Angesichts der gänzlich unklaren Lage sollten Kitas und Grundschulen nach Überzeugung Brands bis mindestens nach den Faschingsferien komplett schließen. Auch die Regeln für die Notbetreuung müssten deutlich strenger ausgelegt werden, um Lehrerinnen und Lehrer zu entlasten. «Es müssen ähnlich wie im März vergangenen Jahres die Berufe identifiziert werden, die tatsächlich systemrelevant sind», sagte er. «Und dann darf die Notbetreuung auch nur in Frage kommen, wenn beide Elternteile solche Berufe ausüben.» Schulleitungen müsse es wieder möglich sein, Notbetreuungen auch ablehnen zu können.
Die Öffnungspläne der Landesregierung waren am Mittwoch durch das Auftreten einer Virusmutation in einer Kita in Freiburg durcheinandergewirbelt worden. Die grün-schwarze Koalition hatte daraufhin auf eine frühere Öffnung von Kitas und Grundschulen verzichtet. Der Corona-Lockdown soll nun auch in Kitas und Schulen bis zum 14. Februar fortgesetzt werden.

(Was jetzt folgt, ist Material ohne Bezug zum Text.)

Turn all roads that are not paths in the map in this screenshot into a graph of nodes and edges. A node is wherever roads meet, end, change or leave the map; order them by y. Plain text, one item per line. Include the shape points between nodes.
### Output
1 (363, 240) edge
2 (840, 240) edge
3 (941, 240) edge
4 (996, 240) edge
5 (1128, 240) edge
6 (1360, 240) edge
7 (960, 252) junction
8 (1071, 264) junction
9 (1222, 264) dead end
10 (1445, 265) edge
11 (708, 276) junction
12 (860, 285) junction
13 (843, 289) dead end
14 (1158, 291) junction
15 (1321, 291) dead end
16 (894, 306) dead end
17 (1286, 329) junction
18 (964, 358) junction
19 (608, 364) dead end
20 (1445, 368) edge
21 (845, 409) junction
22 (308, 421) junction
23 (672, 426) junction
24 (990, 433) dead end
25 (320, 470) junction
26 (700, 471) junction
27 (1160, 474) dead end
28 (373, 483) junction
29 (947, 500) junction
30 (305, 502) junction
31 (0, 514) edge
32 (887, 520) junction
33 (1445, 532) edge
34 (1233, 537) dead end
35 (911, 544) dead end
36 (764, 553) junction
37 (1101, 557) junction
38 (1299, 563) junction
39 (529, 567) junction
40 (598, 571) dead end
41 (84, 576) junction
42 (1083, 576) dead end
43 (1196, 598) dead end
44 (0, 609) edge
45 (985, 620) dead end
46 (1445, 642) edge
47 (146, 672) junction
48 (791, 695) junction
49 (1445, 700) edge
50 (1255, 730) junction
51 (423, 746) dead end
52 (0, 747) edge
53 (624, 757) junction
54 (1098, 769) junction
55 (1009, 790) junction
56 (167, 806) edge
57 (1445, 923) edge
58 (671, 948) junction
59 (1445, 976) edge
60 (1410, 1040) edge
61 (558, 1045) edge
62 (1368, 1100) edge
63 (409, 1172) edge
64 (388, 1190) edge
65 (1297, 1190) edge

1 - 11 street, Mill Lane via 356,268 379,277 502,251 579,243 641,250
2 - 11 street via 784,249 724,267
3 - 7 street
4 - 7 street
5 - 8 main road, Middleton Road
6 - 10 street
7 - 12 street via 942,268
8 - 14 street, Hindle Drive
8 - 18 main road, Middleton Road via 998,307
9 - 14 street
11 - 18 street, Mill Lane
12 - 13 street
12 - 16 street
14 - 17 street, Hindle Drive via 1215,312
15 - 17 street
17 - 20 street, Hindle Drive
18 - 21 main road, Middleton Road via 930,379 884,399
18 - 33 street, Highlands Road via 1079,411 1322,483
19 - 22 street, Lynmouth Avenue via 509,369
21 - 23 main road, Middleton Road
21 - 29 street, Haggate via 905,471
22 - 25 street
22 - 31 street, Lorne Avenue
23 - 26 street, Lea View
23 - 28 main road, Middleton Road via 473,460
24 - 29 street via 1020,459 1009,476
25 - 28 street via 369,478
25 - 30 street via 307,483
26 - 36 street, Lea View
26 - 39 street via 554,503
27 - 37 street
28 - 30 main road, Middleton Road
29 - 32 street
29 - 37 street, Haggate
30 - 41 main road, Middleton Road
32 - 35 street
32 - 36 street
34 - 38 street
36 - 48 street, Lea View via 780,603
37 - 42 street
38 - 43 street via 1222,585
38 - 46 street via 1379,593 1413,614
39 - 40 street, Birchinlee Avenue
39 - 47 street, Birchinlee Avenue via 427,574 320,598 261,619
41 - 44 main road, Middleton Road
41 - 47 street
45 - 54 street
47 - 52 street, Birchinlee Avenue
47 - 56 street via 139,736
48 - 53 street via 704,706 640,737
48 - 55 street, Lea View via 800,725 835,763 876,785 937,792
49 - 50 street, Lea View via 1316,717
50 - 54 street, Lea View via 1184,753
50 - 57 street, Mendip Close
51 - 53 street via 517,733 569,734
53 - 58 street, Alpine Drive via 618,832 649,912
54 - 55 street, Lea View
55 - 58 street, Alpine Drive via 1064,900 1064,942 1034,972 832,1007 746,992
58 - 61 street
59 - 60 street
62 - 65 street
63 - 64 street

Die meisten Schulen bleiben also noch mindestens bis nach den Fasnachtsferien zu - also bis zum 21. Februar. Es gibt aber weiter Notbetreuung und Ausnahmen für Abschlussklassen.
Eisenmann hatte kurz vorher noch gewarnt, «vorschnelle Konsequenzen» aus dem Freiburger Fall zu ziehen. Für sie ist die erneute Verschiebung ein Rückschlag, der auch die Gewerkschaften in ihrer Kritik bestärken dürfte. Die CDU-Ministerin wollte Kitas und Grundschulen im Sinne der Kinder eigentlich schon nach den Weihnachtsferien öffnen - «unabhängig von den Inzidenzen». Danach hatte sie massiv auf eine Öffnung zum 1. Februar gedrungen.
Bei dem Ausbruch in der Kita hätten sich mindestens 18 Kinder und Erzieherinnen und Erziehern mit der neuen Coronavariante angesteckt, wie das Landratsamt Breisgau-Hochschwarzwald in Freiburg mitteilte. Vor Baden-Württemberg hatte schon Rheinland-Pfalz wegen der Mutation in der Freiburger Kita entschieden, den ebenfalls für Montag geplanten Start in den Wechselunterricht an Grundschulen zu verschieben.